For use as chemical feedstock, the composition of natural gas is a particularly
important consideration; for example, higher alkanes make gas suitable for alkene
production. Some pre-reaction purification is usually necessary, regardless whether
the feedstock source is wet or dry natural gas, coal gas, oil-field associated gas,
refinery gas, or biogenically-derived gas. Advantage can be gained from processes
that are able to dispense with one or more purification step.

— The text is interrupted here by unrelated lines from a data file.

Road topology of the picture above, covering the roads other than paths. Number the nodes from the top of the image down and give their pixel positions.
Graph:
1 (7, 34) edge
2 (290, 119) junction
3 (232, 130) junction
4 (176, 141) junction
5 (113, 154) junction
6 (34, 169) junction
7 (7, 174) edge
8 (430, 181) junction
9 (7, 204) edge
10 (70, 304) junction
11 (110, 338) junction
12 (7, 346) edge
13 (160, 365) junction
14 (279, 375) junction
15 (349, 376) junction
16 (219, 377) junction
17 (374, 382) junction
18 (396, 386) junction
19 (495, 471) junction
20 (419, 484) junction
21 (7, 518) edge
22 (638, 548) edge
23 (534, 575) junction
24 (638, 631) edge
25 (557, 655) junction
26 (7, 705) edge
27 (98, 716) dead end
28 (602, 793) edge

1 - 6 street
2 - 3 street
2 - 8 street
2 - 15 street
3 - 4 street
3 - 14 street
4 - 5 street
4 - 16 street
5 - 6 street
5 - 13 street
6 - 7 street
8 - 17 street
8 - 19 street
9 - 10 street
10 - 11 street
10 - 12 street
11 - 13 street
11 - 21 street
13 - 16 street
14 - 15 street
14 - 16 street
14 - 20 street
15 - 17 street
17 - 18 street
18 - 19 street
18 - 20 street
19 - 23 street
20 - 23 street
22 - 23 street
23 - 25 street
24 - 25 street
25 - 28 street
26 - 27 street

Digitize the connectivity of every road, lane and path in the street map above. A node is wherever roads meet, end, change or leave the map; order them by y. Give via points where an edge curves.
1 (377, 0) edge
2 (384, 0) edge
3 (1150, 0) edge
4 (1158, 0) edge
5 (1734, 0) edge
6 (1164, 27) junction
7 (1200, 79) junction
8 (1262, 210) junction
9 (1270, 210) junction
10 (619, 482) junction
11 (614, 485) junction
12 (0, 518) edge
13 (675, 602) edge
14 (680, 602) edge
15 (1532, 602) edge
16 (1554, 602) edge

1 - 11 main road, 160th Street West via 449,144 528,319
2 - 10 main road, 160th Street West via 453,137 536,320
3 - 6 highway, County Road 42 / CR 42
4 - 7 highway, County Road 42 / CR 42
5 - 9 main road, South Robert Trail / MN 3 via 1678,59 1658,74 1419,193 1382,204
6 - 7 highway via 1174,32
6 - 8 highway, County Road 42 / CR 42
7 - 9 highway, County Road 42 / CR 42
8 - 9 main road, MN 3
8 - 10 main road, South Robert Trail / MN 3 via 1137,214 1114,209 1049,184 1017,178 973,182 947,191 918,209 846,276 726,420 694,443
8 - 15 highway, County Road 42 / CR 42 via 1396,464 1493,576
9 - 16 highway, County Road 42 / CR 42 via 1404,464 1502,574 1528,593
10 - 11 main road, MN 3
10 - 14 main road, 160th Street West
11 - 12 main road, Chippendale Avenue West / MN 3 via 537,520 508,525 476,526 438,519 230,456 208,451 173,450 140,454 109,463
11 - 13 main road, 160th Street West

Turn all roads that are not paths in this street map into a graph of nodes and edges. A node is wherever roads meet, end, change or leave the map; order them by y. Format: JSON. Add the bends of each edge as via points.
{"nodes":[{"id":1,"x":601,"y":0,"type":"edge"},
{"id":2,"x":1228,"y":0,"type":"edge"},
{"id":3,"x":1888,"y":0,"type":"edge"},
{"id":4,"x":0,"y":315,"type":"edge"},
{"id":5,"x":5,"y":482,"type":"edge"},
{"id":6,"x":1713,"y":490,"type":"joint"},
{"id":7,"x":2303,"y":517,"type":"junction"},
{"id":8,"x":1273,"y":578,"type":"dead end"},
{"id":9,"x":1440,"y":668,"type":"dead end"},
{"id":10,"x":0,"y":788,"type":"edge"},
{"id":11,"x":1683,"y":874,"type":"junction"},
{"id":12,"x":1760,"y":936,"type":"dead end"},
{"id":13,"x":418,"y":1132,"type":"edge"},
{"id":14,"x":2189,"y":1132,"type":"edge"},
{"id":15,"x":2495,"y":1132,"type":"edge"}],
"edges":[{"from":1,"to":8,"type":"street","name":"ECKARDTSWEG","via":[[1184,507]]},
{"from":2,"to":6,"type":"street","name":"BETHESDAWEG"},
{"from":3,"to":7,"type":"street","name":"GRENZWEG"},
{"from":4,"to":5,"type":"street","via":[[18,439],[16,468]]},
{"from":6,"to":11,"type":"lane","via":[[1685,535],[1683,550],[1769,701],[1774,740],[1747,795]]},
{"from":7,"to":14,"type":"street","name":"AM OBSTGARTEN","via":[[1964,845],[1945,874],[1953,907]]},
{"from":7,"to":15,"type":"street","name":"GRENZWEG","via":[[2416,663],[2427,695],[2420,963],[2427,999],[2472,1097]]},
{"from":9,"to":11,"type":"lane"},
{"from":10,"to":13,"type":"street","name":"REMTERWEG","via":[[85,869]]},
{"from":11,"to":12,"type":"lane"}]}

The commercial natural gas reactions examined earlier, have each been assigned to
one of the following four usage categories:
Alkene production from higher alkanes.
Alkene production using alkanes separated from natural gas requires long-term,
stably-priced supplies at a particular geographic location; handling capacity for
LPG is one method to ensure adequate supply volumes. Gas reservoir volumes of
C2&3 alkanes should be a consideration in assessing the attractiveness of field
development. Direct catalytic dehydrogenation is an important technique to help
balance on-purpose and by-product alkene supplies.
Processes requiring hydrogen and/or carbon oxides.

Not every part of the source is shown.